### Exercise instructions
Where a line of the following data contains the string "Cypress", include it in the tally. Report the total alone.
===============
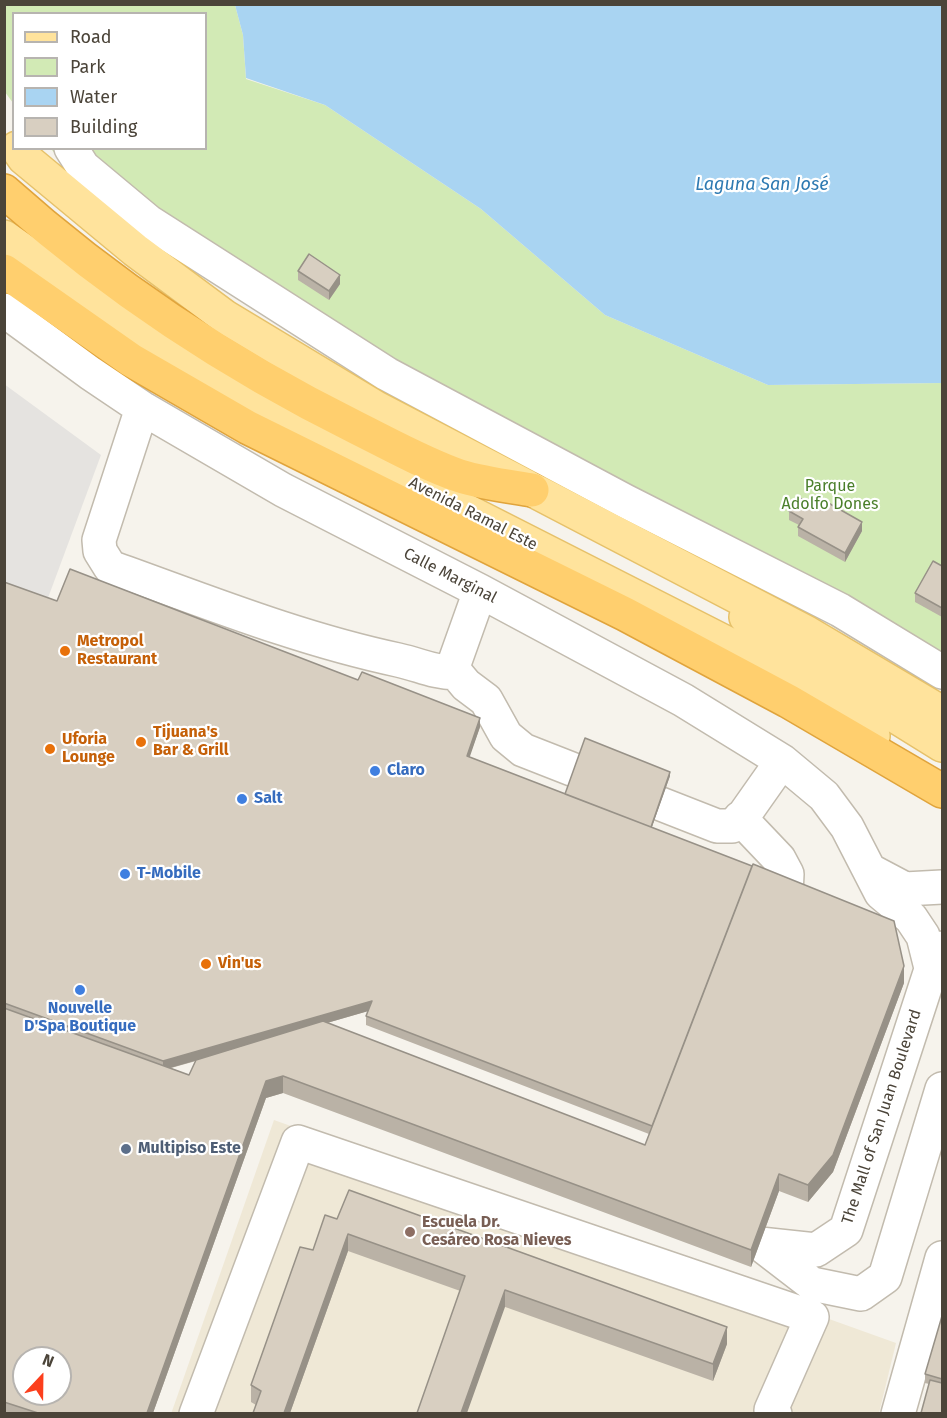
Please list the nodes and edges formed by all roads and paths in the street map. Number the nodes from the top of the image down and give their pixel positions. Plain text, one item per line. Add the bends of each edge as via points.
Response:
1 (18, 150) edge
2 (72, 150) edge
3 (4, 191) edge
4 (4, 237) edge
5 (4, 271) edge
6 (4, 310) edge
7 (142, 408) junction
8 (532, 490) junction
9 (701, 577) junction
10 (480, 591) junction
11 (942, 672) edge
12 (456, 673) junction
13 (942, 713) edge
14 (942, 745) edge
15 (782, 761) junction
16 (942, 789) edge
17 (740, 819) junction
18 (867, 869) junction
19 (942, 887) edge
20 (786, 894) edge
21 (942, 934) edge
22 (931, 968) junction
23 (942, 1089) edge
24 (942, 1261) edge
25 (196, 1413) edge
26 (775, 1413) edge
27 (898, 1413) edge

1 - 8 main road via 135,250 225,317 376,408
2 - 11 street via 83,167 149,222 387,374 840,610
3 - 8 highway via 56,237 173,323 244,368 419,459 462,477
4 - 16 main road, Avenida Ramal Este via 114,316 260,406 738,649 820,699
5 - 16 highway via 131,360 247,428 626,614
6 - 7 street, Calle Marginal
7 - 10 street, Calle Marginal via 283,490
7 - 12 street via 99,540 100,551 110,567 298,634 434,672
8 - 9 main road
9 - 13 main road via 807,633
9 - 14 main road via 773,640
10 - 12 street via 454,664
10 - 15 street, Calle Marginal via 683,700
12 - 17 street via 486,700 506,736 523,750 717,826 732,826
15 - 17 street
15 - 18 street, Calle Marginal via 824,796 847,827
17 - 20 street via 779,859 787,874
18 - 19 street via 905,889
18 - 22 street, Calle Marginal via 880,893 911,918 923,936
21 - 22 street, The Mall of San Juan Boulevard
22 - 23 street, The Mall of San Juan Boulevard via 904,1015 846,1230 816,1250 760,1244 812,1284 861,1294 885,1277
24 - 27 street
25 - 26 street via 298,1142 812,1317 771,1410

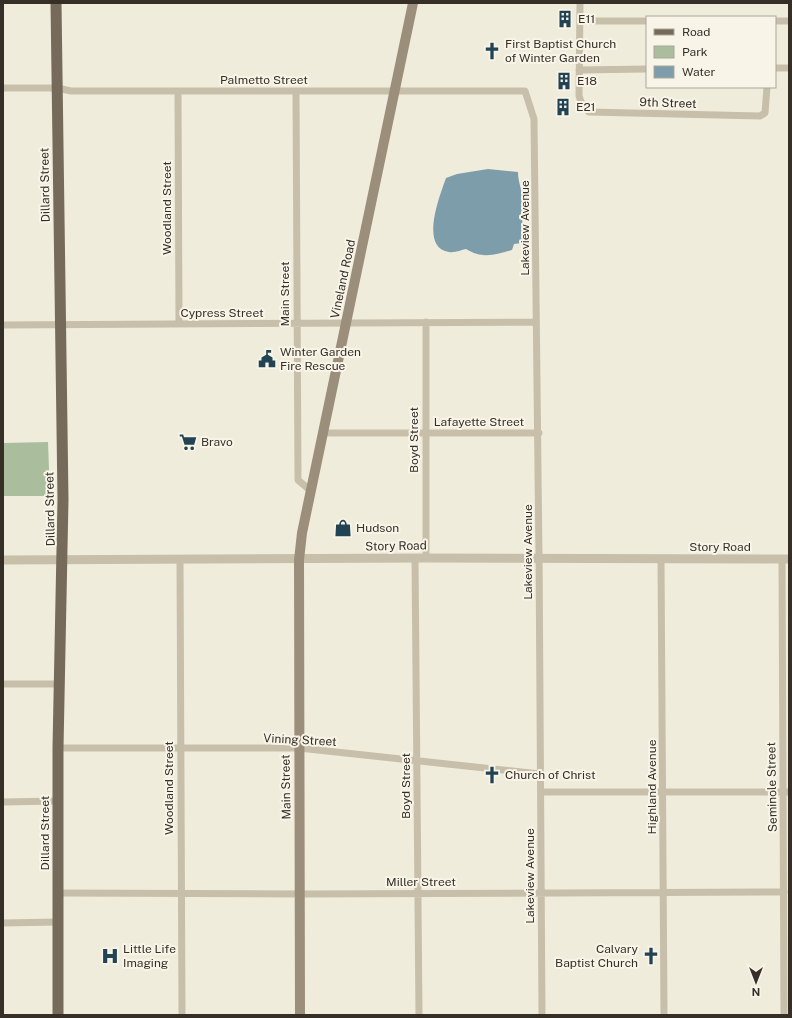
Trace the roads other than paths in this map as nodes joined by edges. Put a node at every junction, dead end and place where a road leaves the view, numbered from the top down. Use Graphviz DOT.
graph roads {
  1 [pos="56,3"];
  2 [pos="413,3"];
  3 [pos="580,3"];
  4 [pos="580,21"];
  5 [pos="646,21"];
  6 [pos="776,21"];
  7 [pos="789,21"];
  8 [pos="776,68"];
  9 [pos="789,68"];
  10 [pos="646,69"];
  11 [pos="579,70"];
  12 [pos="3,88"];
  13 [pos="57,88"];
  14 [pos="767,88"];
  15 [pos="395,90"];
  16 [pos="296,91"];
  17 [pos="525,91"];
  18 [pos="178,92"];
  19 [pos="426,322"];
  20 [pos="536,322"];
  21 [pos="60,324"];
  22 [pos="179,324"];
  23 [pos="298,324"];
  24 [pos="347,324"];
  25 [pos="3,325"];
  26 [pos="323,433"];
  27 [pos="425,433"];
  28 [pos="539,433"];
  29 [pos="311,491"];
  30 [pos="415,558"];
  31 [pos="426,558"];
  32 [pos="538,558"];
  33 [pos="662,558"];
  34 [pos="785,559"];
  35 [pos="3,560"];
  36 [pos="180,560"];
  37 [pos="299,560"];
  38 [pos="63,561"];
  39 [pos="786,670"];
  40 [pos="3,684"];
  41 [pos="60,684"];
  42 [pos="58,748"];
  43 [pos="298,748"];
  44 [pos="180,749"];
  45 [pos="418,760"];
  46 [pos="540,774"];
  47 [pos="541,792"];
  48 [pos="786,792"];
  49 [pos="663,793"];
  50 [pos="57,801"];
  51 [pos="3,802"];
  52 [pos="663,892"];
  53 [pos="784,892"];
  54 [pos="58,893"];
  55 [pos="181,893"];
  56 [pos="541,893"];
  57 [pos="300,894"];
  58 [pos="417,894"];
  59 [pos="58,922"];
  60 [pos="3,923"];
  61 [pos="58,1015"];
  62 [pos="182,1015"];
  63 [pos="300,1015"];
  64 [pos="419,1015"];
  65 [pos="542,1015"];
  66 [pos="664,1015"];
  67 [pos="784,1015"];
  1 -- 13 [label="main road, Dillard Street"];
  2 -- 15 [label="main road, Vineland Road"];
  3 -- 4 [label="street"];
  4 -- 5 [label="street"];
  4 -- 11 [label="street"];
  6 -- 7 [label="street"];
  8 -- 9 [label="street"];
  10 -- 11 [label="street"];
  11 -- 14 [label="street, 9th Street"];
  12 -- 13 [label="street, Palmetto Street"];
  13 -- 18 [label="street, Palmetto Street"];
  13 -- 21 [label="main road, Dillard Street"];
  15 -- 16 [label="street, Palmetto Street"];
  15 -- 17 [label="street, Palmetto Street"];
  15 -- 24 [label="main road, Vineland Road"];
  16 -- 18 [label="street, Palmetto Street"];
  16 -- 23 [label="street, Main Street"];
  17 -- 20 [label="street, Lakeview Avenue"];
  18 -- 22 [label="street, Woodland Street"];
  19 -- 20 [label="street, Cypress Street"];
  19 -- 24 [label="street, Cypress Street"];
  19 -- 27 [label="street, Boyd Street"];
  20 -- 28 [label="street, Lakeview Avenue"];
  21 -- 22 [label="street, Cypress Street"];
  21 -- 25 [label="street, Cypress Street"];
  21 -- 38 [label="main road, Dillard Street"];
  22 -- 23 [label="street, Cypress Street"];
  23 -- 24 [label="street, Cypress Street"];
  23 -- 29 [label="street, Main Street"];
  24 -- 26 [label="main road, Vineland Road"];
  26 -- 27 [label="street, Lafayette Street"];
  26 -- 29 [label="main road, Vineland Road"];
  27 -- 28 [label="street, Lafayette Street"];
  27 -- 31 [label="street, Boyd Street"];
  28 -- 32 [label="street, Lakeview Avenue"];
  29 -- 37 [label="main road, Vineland Road"];
  30 -- 31 [label="street, Story Road"];
  30 -- 37 [label="street, Story Road"];
  30 -- 45 [label="street, Boyd Street"];
  31 -- 32 [label="street, Story Road"];
  32 -- 33 [label="street, Story Road"];
  32 -- 46 [label="street, Lakeview Avenue"];
  33 -- 34 [label="street, Story Road"];
  33 -- 49 [label="street, Highland Avenue"];
  34 -- 39 [label="street, Seminole Street"];
  35 -- 38 [label="street, Story Road"];
  36 -- 37 [label="street, Story Road"];
  36 -- 38 [label="street, Story Road"];
  36 -- 44 [label="street, Woodland Street"];
  37 -- 43 [label="main road, Main Street"];
  38 -- 41 [label="main road, Dillard Street"];
  39 -- 48 [label="street, Seminole Street"];
  40 -- 41 [label="street"];
  41 -- 42 [label="main road, Dillard Street"];
  42 -- 44 [label="street, Vining Street"];
  42 -- 50 [label="main road, Dillard Street"];
  43 -- 44 [label="street, Vining Street"];
  43 -- 45 [label="street, Vining Street"];
  43 -- 57 [label="main road, Main Street"];
  44 -- 55 [label="street, Woodland Street"];
  45 -- 46 [label="street, Vining Street"];
  45 -- 58 [label="street, Boyd Street"];
  46 -- 47 [label="street, Lakeview Avenue"];
  47 -- 49 [label="street"];
  47 -- 56 [label="street, Lakeview Avenue"];
  48 -- 49 [label="street"];
  48 -- 53 [label="street, Seminole Street"];
  49 -- 52 [label="street, Highland Avenue"];
  50 -- 51 [label="street"];
  50 -- 54 [label="main road, Dillard Street"];
  52 -- 53 [label="street, Miller Street"];
  52 -- 56 [label="street, Miller Street"];
  52 -- 66 [label="street, Highland Avenue"];
  53 -- 67 [label="street, Seminole Street"];
  54 -- 55 [label="street, Miller Street"];
  54 -- 59 [label="main road, Dillard Street"];
  55 -- 57 [label="street, Miller Street"];
  55 -- 62 [label="street, Woodland Street"];
  56 -- 58 [label="street, Miller Street"];
  56 -- 65 [label="street, Lakeview Avenue"];
  57 -- 58 [label="street, Miller Street"];
  57 -- 63 [label="main road, Main Street"];
  58 -- 64 [label="street, Boyd Street"];
  59 -- 60 [label="street"];
  59 -- 61 [label="main road, Dillard Street"];
}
===============
### Expected output
6